Buying a custom domain without an email address?

I’m currently on Gmail and looking for an alternative. One reason is that I don’t like feeling trapped with my Google account because all my contacts and accounts use my gmail.com address.

The solution to that aspect seems to be using a custom domain. Rather than having gmail.com or protonmail.com or something, my email address could use a domain that I own and control. My email provider could change and my contacts and accounts wouldn’t need to be updated.

Here’s the problem. All the domain name registrars I’ve seen (such as Cloudflare, Namecheap, Porkbun) require an email to register in the first place. If my access to my custom domain is dependent on an established email address, then I’ve only shifted my dependence on an email provider, not broken free from it. Do I understand this right?

My best guess to work around this would be change my domain name registrar account’s email after my purchase to literally use the email with the custom domain I bought from them. But I can’t help but feel that’s the wrong way to go about things.

Is there a way to have the kind of sovereignty over my email and domain name that I seek? What are your strategies for using a custom domain for your email?

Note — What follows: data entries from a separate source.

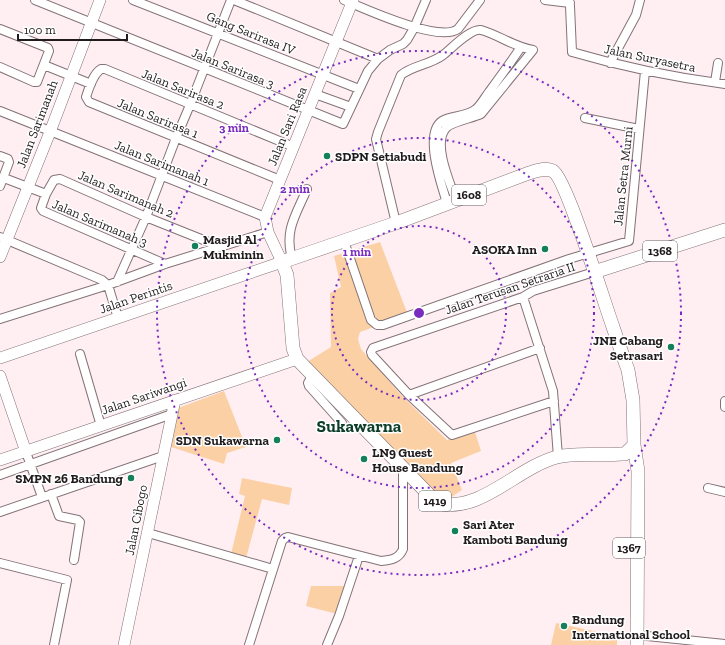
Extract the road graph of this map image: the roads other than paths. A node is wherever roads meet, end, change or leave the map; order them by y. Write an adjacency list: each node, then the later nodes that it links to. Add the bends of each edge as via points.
1 (35, 0): 11 (street, Jalan Sarirasa 3)
2 (100, 0): 11 (street, Jalan Sarimanah)
3 (134, 0): 14 (street, Gang Sarirasa IV)
4 (232, 0): 14 (street); 15 (street)
5 (426, 0): 12 (street)
6 (480, 0): 12 (street, via 454,32)
7 (545, 0): 10 (street)
8 (640, 0): 18 (street, via 636,15)
9 (350, 1): 12 (street); 15 (street, Jalan Sari Rasa)
10 (569, 2): 18 (street, Jalan Suryasetra, via 572,52)
11 (91, 23): 22 (street, Jalan Sarirasa 3); 25 (street, Jalan Sarimanah)
12 (414, 28): 17 (street, via 402,44)
13 (0, 29): 20 (street, via 49,48)
14 (218, 33): 22 (street); 24 (street, Gang Sarirasa IV)
15 (336, 41): 17 (street); 24 (street, Jalan Sari Rasa)
16 (521, 47): 48 (street, via 476,109 445,120 437,127 433,144 434,156); 48 (street, via 533,50 481,114 450,125 443,134 442,160); 51 (street, via 475,30 441,57 406,71 401,76 376,139)
17 (378, 59): 29 (street, via 368,71)
18 (610, 63): 23 (street, Jalan Suryasetra)
19 (718, 63): 26 (street)
20 (44, 65): 21 (street, via 36,82); 25 (street)
21 (0, 67)
22 (205, 69): 32 (street); 34 (street, Jalan Sarirasa 3)
23 (645, 71): 26 (street, Jalan Suryasetra); 36 (street, Jalan Setra Murni)
24 (323, 75): 29 (street, Gang Sarirasa IV); 30 (street, Jalan Sari Rasa)
25 (70, 76): 27 (street); 37 (street, Jalan Sarimanah)
26 (714, 82): 28 (street, Jalan Suryasetra)
27 (91, 84): 32 (street, Jalan Sarirasa 2, via 98,70 105,69); 38 (street, Jalan Sarirasa 1, via 86,98 89,102)
28 (725, 84)
29 (359, 89): 31 (street)
30 (315, 94): 31 (street); 34 (street, Jalan Sari Rasa)
31 (352, 104): 34 (street, Jalan Sarirasa 3, via 343,124)
32 (190, 105): 38 (street); 39 (street, Jalan Sarirasa 2)
33 (0, 111): 37 (street, Jalan Sarimanah 1)
34 (308, 111): 39 (street, Jalan Sari Rasa)
35 (585, 118): 36 (street)
36 (639, 129): 58 (street, Jalan Setra Murni, via 629,241)
37 (50, 132): 41 (street, Jalan Sarimanah 1); 45 (street, Jalan Sarimanah)
38 (176, 138): 41 (street); 43 (street, Jalan Sarirasa 1)
39 (294, 147): 43 (street, Jalan Sari Rasa)
40 (0, 156): 42 (street, via 9,161)
41 (162, 176): 49 (street); 50 (street, Jalan Sarimanah 1)
42 (4, 178): 44 (street); 45 (street)
43 (280, 180): 50 (street, Jalan Sari Rasa)
44 (0, 186)
45 (28, 187): 47 (street); 54 (street, Jalan Sarimanah)
46 (307, 189): 60 (street, via 289,232)
47 (46, 194): 49 (street, Jalan Sarimanah 2, via 54,180 60,180); 57 (street, Jalan Sarimanah 3, via 41,208 43,211)
48 (452, 202): 51 (main road, 1608); 58 (main road, 1608, via 538,170 548,169 553,171 563,188)
49 (146, 216): 56 (street, Jalan Sarimanah 2); 57 (street)
50 (265, 217): 53 (street)
51 (396, 223): 55 (main road, 1608)
52 (725, 230): 62 (main road, 1368)
53 (268, 232): 56 (street); 60 (street)
54 (4, 238): 59 (street, Jalan Sarimanah); 64 (street, via 102,280)
55 (344, 241): 58 (street, via 371,320 377,325); 60 (main road, 1608)
56 (221, 246): 61 (street)
57 (132, 249): 61 (street, Jalan Sarimanah 3); 63 (street)
58 (588, 253): 62 (main road, 1608)
59 (0, 257)
60 (287, 261): 66 (street, Jalan Perintis); 71 (main road, 1419, via 293,348)
61 (165, 264): 63 (street)
62 (594, 272): 65 (street, Jalan Terusan Setraria II); 82 (main road, 1367, via 628,370 633,400)
63 (117, 282): 64 (street)
64 (108, 285): 66 (street); 67 (street)
65 (523, 297): 68 (street); 74 (street, Jalan Terusan Setraria II, via 374,348 372,355)
66 (118, 318): 70 (street, Jalan Perintis)
67 (0, 319)
68 (540, 348): 74 (street); 76 (street)
69 (80, 354): 81 (street)
70 (0, 358)
71 (298, 359): 72 (main road, 1419); 75 (street, Jalan Sariwangi)
72 (313, 374): 80 (street, via 309,386); 89 (main road, 1419)
73 (0, 376): 83 (street)
74 (409, 395): 76 (street, via 452,435)
75 (175, 400): 79 (street, Jalan Cibogo); 81 (street, Jalan Sariwangi)
76 (554, 401): 86 (street)
77 (725, 401): 78 (street)
78 (725, 407)
79 (172, 414): 85 (street, Jalan Cibogo); 88 (street)
80 (342, 423)
81 (101, 426): 83 (street, Jalan Sariwangi)
82 (634, 445): 84 (main road, via 625,454); 101 (main road, 1367, via 638,471)
83 (26, 452): 87 (street, Jalan Sariwangi); 88 (street)
84 (621, 454): 86 (main road, 1419); 101 (main road, 1367, via 629,471)
85 (163, 456): 93 (street); 96 (street, Jalan Cibogo)
86 (558, 457): 89 (main road, 1419, via 530,468 474,501 446,505 432,499)
87 (0, 460)
88 (30, 464): 90 (street); 94 (street)
89 (403, 468): 97 (street, via 401,554 394,559 381,561)
90 (0, 475)
91 (708, 488): 92 (street)
92 (725, 492)
93 (51, 494): 94 (street); 98 (street, via 60,516 80,522)
94 (42, 497): 95 (street)
95 (0, 512)
96 (148, 534): 100 (street); 104 (street, Jalan Cibogo)
97 (359, 556): 100 (street, via 288,537 282,541); 106 (street)
98 (74, 560)
99 (0, 563): 103 (street, via 67,580)
100 (273, 569): 105 (street)
101 (634, 642): 102 (street)
102 (725, 644)
103 (54, 645)
104 (124, 645)
105 (249, 645)
106 (327, 645)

You haven’t shifted any dependance. Changing your email with the registrar is a trivial process and can be done at a moment’s notice unlike changing it with all of your contacts and service providers.

Also, I don’t think any registrar particularly restrics access based on email address unless you set up email-based 2FA.

So, just create some email address to use with registrar, setup email forwarding on that account to your own domain, and log into it once a year or so to avoid losing the account.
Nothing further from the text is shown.